• _WHAT THIS TASK INVOLVES_
Look through the data below. Show each line where the string "dead" occurs.

Collected data entries:
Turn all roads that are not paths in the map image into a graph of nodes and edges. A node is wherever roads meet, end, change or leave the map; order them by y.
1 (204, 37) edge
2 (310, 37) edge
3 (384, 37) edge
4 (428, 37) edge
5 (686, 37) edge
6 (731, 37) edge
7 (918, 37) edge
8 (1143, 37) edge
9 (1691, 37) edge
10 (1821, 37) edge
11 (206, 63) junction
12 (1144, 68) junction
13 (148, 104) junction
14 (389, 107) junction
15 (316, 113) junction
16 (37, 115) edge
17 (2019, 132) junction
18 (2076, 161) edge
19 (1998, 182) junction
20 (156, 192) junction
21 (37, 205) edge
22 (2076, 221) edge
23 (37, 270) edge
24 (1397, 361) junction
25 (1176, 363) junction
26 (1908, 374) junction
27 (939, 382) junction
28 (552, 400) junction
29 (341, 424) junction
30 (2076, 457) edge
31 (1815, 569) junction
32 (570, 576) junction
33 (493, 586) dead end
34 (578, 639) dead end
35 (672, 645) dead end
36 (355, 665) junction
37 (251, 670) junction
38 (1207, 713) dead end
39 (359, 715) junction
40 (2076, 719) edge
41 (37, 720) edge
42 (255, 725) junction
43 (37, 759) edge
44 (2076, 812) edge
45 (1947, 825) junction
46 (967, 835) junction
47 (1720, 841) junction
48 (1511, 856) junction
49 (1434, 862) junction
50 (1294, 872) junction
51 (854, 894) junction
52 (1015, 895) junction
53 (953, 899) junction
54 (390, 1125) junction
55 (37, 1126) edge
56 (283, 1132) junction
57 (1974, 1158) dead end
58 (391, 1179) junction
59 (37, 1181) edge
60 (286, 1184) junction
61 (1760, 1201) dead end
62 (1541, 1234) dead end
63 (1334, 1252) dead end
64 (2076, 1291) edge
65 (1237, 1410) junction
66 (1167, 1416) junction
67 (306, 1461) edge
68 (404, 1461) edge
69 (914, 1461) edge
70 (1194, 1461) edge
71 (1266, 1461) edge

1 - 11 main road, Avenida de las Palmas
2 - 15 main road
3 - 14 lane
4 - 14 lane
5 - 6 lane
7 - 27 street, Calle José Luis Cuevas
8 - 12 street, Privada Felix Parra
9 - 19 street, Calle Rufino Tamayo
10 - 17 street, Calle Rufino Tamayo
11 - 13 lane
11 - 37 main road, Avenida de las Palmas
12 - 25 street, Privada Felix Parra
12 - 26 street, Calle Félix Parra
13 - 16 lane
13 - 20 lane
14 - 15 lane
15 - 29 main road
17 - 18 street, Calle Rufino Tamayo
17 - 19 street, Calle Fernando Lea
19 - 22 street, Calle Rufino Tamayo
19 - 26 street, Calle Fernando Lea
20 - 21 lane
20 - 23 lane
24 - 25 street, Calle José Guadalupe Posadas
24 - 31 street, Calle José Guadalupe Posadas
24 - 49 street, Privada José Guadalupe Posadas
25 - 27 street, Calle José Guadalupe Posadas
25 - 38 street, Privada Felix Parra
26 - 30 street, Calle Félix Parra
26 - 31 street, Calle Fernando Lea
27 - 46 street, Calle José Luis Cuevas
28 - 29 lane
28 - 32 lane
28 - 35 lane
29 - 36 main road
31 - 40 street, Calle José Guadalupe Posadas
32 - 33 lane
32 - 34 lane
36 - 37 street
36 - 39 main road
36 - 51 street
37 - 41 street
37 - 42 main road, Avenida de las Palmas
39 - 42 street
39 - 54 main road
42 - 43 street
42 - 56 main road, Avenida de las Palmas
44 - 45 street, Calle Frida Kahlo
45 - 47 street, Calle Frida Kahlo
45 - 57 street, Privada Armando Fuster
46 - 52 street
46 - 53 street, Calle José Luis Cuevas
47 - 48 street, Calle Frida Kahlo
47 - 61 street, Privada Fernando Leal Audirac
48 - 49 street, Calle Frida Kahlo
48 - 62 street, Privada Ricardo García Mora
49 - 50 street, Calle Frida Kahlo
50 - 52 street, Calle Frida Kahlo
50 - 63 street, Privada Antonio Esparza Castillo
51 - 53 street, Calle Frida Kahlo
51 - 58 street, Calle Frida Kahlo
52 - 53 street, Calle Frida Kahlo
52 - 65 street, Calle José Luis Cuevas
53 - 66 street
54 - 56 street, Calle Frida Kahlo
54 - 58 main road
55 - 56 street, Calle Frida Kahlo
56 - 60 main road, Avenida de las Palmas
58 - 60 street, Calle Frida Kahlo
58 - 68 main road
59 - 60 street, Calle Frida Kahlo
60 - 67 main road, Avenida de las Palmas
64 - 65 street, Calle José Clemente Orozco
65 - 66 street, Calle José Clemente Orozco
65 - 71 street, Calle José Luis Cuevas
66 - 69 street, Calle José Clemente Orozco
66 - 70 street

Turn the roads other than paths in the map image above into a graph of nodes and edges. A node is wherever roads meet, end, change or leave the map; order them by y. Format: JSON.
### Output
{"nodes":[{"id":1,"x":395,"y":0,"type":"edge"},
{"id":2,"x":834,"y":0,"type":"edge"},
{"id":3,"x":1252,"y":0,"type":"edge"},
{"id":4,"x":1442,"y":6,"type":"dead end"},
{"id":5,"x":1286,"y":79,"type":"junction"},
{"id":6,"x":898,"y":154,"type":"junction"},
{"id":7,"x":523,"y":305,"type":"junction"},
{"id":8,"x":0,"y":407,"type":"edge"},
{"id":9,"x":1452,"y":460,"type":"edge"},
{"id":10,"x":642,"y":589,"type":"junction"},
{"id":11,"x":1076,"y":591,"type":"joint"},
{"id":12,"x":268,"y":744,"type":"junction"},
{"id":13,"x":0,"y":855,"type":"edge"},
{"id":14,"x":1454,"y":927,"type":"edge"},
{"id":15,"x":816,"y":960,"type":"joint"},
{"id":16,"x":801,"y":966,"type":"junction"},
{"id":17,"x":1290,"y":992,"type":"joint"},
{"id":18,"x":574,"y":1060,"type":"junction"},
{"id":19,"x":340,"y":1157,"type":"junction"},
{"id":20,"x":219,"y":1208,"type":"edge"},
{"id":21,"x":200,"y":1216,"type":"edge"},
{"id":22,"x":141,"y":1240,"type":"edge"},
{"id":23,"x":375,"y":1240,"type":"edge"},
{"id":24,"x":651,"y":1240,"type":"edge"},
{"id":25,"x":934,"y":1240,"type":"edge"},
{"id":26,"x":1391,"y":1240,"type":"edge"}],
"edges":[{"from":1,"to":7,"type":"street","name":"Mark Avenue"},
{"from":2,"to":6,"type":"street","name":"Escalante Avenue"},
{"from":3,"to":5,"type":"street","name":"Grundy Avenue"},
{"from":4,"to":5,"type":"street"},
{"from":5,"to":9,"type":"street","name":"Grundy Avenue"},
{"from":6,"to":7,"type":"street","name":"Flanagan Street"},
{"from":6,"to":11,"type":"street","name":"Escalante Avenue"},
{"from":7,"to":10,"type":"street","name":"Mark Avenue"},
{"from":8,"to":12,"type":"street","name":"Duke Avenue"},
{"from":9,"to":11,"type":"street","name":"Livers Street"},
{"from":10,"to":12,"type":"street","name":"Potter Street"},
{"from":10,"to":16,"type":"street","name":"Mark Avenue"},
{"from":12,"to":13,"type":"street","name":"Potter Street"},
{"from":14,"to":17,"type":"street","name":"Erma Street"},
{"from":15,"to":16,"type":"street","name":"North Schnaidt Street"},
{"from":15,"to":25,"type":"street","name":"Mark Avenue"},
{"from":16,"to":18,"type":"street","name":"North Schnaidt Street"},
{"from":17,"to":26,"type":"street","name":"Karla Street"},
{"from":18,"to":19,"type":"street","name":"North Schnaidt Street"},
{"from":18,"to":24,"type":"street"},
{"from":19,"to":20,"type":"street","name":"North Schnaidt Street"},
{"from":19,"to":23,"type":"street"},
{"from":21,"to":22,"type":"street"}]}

• _TASK ANSWER_
33 (493, 586) dead end
34 (578, 639) dead end
35 (672, 645) dead end
38 (1207, 713) dead end
57 (1974, 1158) dead end
61 (1760, 1201) dead end
62 (1541, 1234) dead end
63 (1334, 1252) dead end
{"id":4,"x":1442,"y":6,"type":"dead end"},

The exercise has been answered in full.